For each line below with the word "roads", write out a copy.

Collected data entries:
----

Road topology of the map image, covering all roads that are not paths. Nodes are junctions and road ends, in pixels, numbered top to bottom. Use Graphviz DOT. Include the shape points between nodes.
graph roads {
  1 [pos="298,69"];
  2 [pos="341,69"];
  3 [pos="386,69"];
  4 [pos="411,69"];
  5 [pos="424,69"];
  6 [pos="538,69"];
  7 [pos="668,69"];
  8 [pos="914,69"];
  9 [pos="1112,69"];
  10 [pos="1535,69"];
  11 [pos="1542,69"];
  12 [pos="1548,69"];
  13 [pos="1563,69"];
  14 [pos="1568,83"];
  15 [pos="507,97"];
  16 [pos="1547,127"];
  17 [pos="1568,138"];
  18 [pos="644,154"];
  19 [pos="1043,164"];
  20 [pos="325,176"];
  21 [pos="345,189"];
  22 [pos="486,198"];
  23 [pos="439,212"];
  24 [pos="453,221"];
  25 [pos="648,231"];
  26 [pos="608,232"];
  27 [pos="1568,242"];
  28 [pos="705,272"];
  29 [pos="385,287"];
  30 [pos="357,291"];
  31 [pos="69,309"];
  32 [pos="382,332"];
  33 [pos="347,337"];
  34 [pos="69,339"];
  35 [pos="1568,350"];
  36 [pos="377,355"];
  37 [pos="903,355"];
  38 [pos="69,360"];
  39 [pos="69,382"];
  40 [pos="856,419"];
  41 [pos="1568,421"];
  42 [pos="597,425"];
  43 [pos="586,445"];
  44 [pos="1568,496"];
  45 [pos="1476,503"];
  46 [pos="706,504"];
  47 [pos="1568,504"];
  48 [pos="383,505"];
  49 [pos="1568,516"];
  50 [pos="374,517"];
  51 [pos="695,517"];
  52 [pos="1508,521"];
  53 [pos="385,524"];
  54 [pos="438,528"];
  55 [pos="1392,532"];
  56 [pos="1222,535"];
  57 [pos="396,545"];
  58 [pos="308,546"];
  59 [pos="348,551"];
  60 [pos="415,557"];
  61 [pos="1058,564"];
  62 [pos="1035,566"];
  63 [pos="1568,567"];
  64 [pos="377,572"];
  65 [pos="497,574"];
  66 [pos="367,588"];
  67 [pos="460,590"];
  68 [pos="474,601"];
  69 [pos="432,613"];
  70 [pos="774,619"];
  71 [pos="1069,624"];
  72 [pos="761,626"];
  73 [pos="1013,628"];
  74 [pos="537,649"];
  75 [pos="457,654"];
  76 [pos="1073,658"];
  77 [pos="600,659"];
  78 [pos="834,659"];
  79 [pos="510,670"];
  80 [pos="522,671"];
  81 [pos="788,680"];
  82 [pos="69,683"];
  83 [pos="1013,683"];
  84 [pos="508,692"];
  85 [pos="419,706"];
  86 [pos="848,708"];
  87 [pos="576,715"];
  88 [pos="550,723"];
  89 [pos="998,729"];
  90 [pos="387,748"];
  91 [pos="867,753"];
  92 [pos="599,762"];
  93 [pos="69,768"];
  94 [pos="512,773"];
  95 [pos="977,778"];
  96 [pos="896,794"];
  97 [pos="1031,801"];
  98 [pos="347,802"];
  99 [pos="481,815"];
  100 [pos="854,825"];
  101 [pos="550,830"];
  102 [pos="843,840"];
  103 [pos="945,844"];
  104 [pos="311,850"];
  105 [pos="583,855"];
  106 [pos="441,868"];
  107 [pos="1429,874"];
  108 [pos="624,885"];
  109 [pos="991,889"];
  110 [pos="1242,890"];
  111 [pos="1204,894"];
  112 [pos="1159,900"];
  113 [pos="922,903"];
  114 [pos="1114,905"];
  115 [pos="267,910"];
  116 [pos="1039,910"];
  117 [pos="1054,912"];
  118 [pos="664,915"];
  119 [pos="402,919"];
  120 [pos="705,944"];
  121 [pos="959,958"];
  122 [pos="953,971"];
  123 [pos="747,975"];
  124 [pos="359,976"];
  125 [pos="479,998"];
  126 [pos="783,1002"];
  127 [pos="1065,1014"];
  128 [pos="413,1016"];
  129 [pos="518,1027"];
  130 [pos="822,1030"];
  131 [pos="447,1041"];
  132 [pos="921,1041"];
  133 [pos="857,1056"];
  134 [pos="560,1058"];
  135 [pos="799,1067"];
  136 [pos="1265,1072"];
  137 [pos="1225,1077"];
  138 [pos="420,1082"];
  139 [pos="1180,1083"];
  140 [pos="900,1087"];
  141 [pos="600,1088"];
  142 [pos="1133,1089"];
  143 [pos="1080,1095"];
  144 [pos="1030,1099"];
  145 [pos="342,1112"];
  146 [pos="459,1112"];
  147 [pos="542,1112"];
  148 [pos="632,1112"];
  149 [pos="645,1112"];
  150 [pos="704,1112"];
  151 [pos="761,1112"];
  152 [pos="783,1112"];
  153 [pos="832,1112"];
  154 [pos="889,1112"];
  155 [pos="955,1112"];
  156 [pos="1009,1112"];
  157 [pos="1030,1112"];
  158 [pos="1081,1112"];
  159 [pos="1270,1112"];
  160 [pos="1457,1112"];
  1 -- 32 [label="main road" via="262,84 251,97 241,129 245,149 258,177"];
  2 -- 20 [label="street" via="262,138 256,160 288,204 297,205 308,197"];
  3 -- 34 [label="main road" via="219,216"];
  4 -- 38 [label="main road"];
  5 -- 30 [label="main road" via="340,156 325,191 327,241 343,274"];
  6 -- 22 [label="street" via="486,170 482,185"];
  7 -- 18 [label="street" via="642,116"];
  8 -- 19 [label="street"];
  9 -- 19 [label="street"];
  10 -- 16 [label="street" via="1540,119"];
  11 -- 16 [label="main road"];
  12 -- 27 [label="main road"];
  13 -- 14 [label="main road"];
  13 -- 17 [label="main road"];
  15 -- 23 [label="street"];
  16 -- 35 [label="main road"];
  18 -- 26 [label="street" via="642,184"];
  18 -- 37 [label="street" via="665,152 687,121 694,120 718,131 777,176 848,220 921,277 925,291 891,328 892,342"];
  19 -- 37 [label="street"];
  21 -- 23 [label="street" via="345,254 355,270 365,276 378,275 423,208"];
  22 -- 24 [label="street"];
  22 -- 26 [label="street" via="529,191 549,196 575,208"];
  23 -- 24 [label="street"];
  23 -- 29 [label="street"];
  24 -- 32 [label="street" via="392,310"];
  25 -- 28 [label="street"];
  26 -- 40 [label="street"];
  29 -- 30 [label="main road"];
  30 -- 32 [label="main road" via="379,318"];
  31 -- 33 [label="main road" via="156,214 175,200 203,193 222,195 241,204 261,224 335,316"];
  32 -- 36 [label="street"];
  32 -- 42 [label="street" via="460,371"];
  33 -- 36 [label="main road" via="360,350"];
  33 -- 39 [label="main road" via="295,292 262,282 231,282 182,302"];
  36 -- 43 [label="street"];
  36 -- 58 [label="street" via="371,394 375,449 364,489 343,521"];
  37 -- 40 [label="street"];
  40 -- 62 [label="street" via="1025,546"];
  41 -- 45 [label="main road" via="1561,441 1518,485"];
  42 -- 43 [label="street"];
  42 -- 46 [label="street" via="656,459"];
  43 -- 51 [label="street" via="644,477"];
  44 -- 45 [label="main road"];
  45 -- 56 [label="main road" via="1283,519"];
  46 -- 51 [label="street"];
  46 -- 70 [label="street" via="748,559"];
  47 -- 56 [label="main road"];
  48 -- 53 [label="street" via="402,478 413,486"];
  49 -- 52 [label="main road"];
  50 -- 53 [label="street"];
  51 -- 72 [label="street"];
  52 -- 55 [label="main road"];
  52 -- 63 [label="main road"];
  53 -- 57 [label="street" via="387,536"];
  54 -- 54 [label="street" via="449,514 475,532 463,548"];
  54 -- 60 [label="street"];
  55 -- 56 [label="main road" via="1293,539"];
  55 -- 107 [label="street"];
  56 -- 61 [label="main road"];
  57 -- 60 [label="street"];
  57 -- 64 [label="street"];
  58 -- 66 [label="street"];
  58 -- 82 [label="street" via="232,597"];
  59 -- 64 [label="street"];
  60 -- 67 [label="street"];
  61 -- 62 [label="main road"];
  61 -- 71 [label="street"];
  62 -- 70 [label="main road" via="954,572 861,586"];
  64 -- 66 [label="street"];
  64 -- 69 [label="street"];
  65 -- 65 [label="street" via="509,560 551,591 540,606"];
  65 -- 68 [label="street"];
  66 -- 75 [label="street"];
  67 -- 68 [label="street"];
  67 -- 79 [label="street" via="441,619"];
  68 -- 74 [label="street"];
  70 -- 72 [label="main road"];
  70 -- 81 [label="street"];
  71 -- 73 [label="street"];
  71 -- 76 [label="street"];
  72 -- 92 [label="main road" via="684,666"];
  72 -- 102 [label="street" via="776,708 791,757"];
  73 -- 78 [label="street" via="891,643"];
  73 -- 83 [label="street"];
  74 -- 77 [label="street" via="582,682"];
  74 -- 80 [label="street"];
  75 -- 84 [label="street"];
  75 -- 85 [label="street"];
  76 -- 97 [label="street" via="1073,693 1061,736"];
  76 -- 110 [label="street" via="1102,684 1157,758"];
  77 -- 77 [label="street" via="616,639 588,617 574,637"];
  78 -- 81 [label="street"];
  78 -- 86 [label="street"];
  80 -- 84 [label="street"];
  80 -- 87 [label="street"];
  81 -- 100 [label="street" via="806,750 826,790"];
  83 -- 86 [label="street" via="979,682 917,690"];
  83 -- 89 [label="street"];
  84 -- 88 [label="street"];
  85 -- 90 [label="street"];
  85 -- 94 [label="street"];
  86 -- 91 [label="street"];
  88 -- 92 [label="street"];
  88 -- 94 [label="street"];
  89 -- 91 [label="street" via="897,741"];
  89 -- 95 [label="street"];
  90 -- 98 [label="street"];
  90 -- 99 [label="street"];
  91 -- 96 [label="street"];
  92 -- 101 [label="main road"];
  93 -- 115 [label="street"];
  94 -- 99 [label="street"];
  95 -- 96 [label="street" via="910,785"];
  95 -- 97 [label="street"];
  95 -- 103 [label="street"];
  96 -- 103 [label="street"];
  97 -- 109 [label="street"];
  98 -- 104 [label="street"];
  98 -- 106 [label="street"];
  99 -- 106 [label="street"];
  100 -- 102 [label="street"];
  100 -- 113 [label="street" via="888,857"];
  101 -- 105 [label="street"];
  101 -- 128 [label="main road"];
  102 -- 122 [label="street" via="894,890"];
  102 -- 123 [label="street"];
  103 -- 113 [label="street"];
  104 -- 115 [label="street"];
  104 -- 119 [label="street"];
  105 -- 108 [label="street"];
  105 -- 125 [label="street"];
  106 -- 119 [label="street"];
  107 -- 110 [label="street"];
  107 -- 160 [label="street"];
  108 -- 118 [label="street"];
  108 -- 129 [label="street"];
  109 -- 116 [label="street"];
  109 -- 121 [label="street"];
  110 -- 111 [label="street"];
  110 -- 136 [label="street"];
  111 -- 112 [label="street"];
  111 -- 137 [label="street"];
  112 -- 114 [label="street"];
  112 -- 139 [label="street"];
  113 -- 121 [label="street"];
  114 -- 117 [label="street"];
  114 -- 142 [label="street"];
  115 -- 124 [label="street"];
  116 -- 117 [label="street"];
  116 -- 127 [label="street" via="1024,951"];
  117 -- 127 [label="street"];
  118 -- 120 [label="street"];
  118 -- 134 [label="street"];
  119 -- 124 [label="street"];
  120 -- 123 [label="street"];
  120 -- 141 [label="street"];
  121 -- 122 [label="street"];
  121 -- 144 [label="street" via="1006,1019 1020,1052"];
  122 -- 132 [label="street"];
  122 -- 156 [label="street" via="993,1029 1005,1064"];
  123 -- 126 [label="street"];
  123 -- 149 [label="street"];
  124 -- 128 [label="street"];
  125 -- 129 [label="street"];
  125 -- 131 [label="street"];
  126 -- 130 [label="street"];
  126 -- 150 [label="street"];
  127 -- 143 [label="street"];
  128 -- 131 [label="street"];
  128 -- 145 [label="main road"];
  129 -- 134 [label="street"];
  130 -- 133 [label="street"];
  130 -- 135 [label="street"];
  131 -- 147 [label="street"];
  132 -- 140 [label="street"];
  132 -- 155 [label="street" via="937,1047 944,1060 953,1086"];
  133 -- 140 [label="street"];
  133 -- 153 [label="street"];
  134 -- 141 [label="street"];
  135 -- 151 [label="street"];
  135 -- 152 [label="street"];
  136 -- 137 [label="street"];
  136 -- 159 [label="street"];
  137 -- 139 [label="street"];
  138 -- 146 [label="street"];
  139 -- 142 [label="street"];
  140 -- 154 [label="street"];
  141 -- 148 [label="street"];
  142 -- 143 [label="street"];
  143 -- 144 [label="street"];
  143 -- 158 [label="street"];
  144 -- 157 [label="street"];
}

----

_Problem solution_
Road topology of the map image, covering all roads that are not paths. Nodes are junctions and road ends, in pixels, numbered top to bottom. Use Graphviz DOT. Include the shape points between nodes.
graph roads {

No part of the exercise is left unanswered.